Now, on the first Wednesday in October, an
Obama-appointed judge in Philadelphia, U.S. District Judge Gerald A. McHugh,
made an allowance that, believe it or not, injection sites don’t violate
federal drug laws because the drug laws in the ’80s didn’t talk about medical
help and injection sites. Which is like looking at ’80s rotary phones and
saying we can’t use cell phones.
The monsters at our doorstep are right out
of Stephen King novels. These people are like 1930s vampire movies where each
time you think the vampire is dead a couple of stooges in a black and white
film set in the fog wander into the crypt and pull the stake out of Lugosi’s
heart. Isn’t it interesting he was always wearing opera clothes and came
immediately back to life and we have vampires again.
This same General Bud-Weiser is suing
pharmaceutical manufacturers because of the damage done by opioids. They want
to go after physicians for writing prescriptions for people in pain as they
over medicate them. So, we sue these people and yet Weiser has become a friend
of the court and they’re bringing heroin injection back.
This is the same City that voted
unanimously in October to raise the purchasing age to 21 and wants to license
retailers on tobacco and vaping.
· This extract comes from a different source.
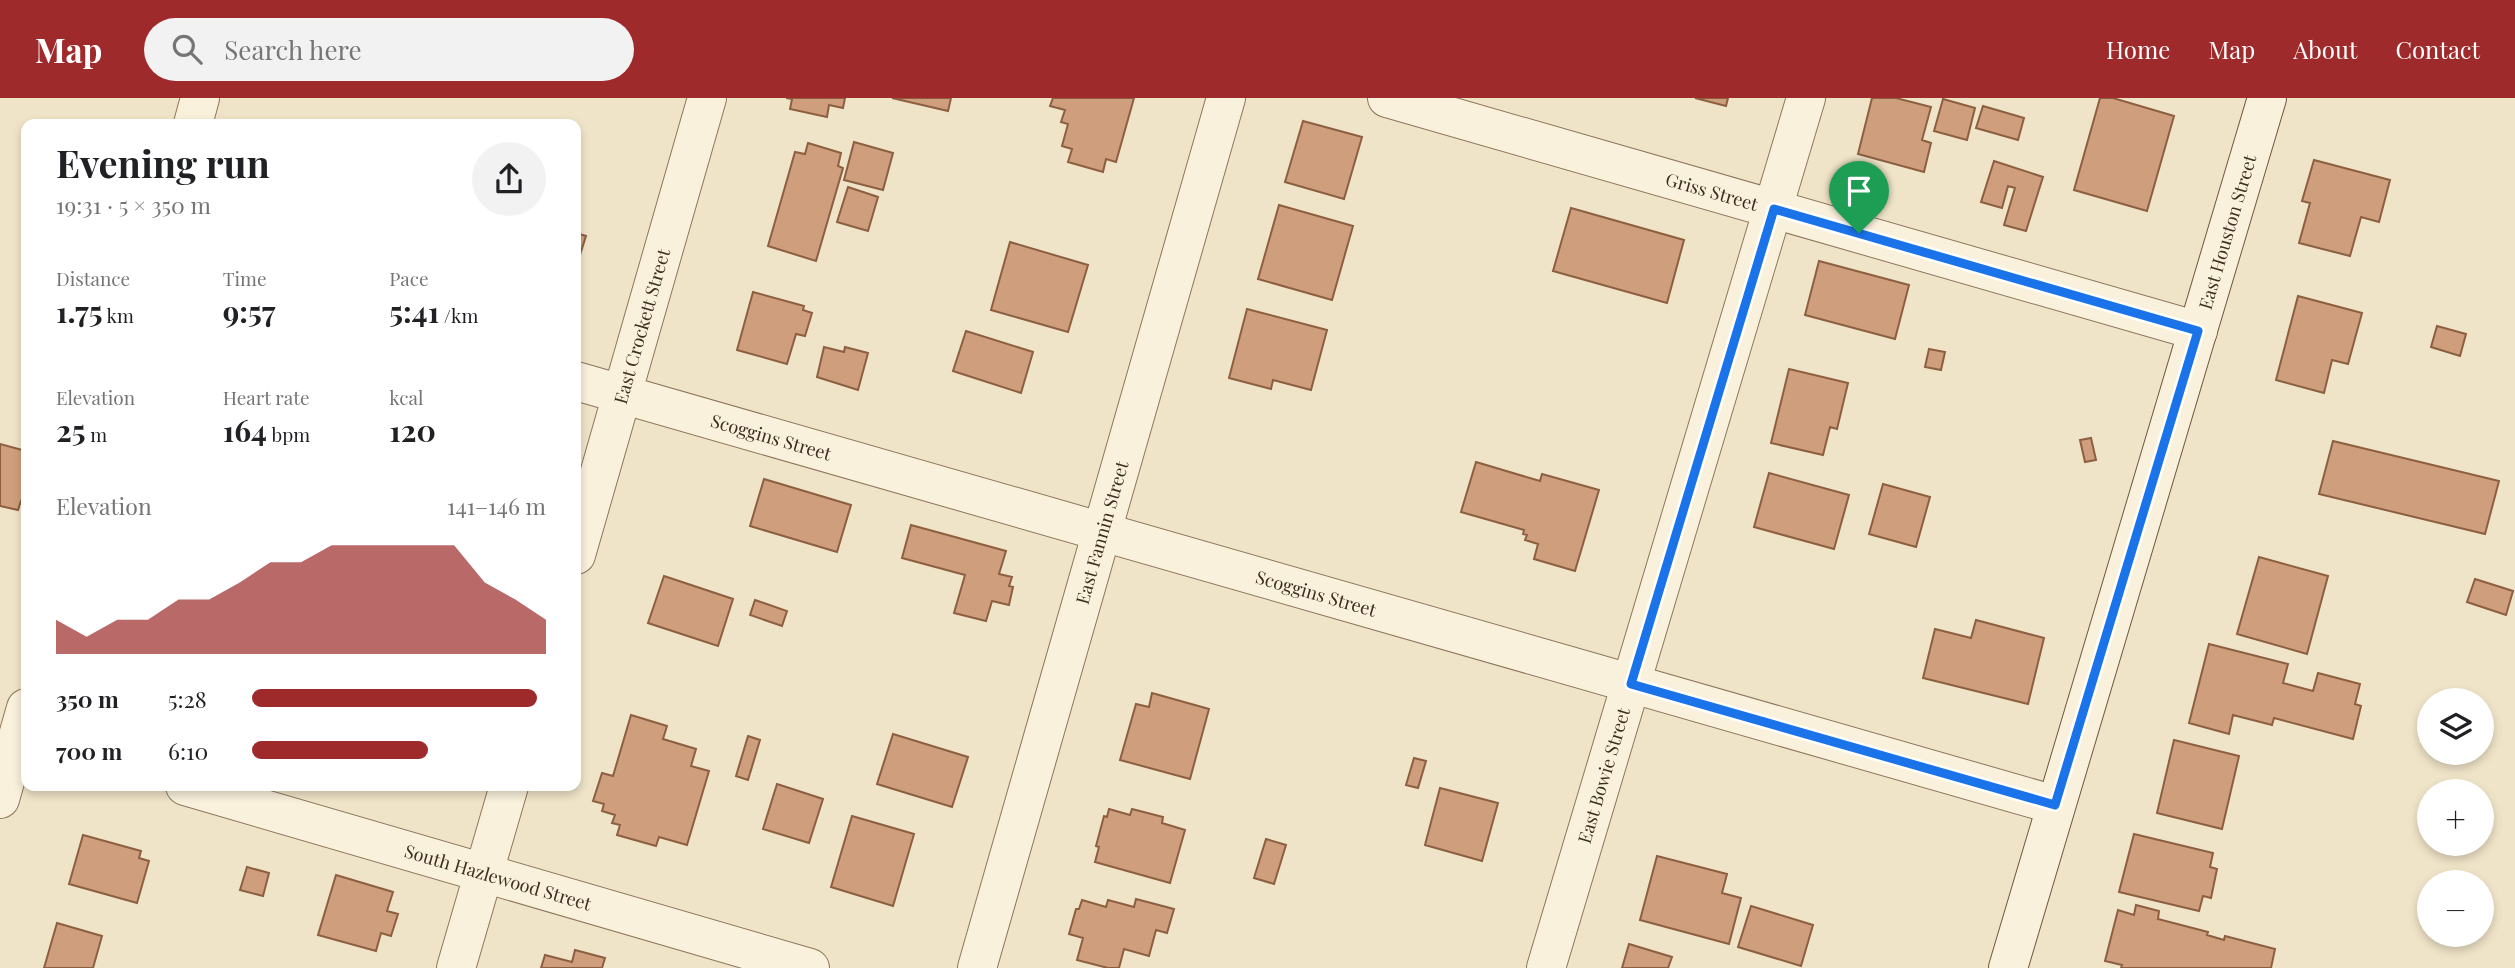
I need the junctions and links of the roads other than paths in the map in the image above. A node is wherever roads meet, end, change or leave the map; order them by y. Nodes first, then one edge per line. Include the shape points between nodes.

They actually use little minors as narcs to
narc out mom and pops who would dare not check the ID of a 20-year-old back
from Afghanistan to buy a pack of cigarettes.
And I leave you with this because there
will be more on radio and here. Sesame Street designed for 3- and 4-year-old
kids now has an opioid addict, a little kid puppet. Don’t kids have enough to
worry about, knowing the world will end in 12 years, and now have to go to mom
and say, “Mommy do you have a problem with opioids?”
Well I have something for you to worry
about — these bastards are coming back and we will meet them at the bridge. Hey
General, wait ’til you meet these Indians.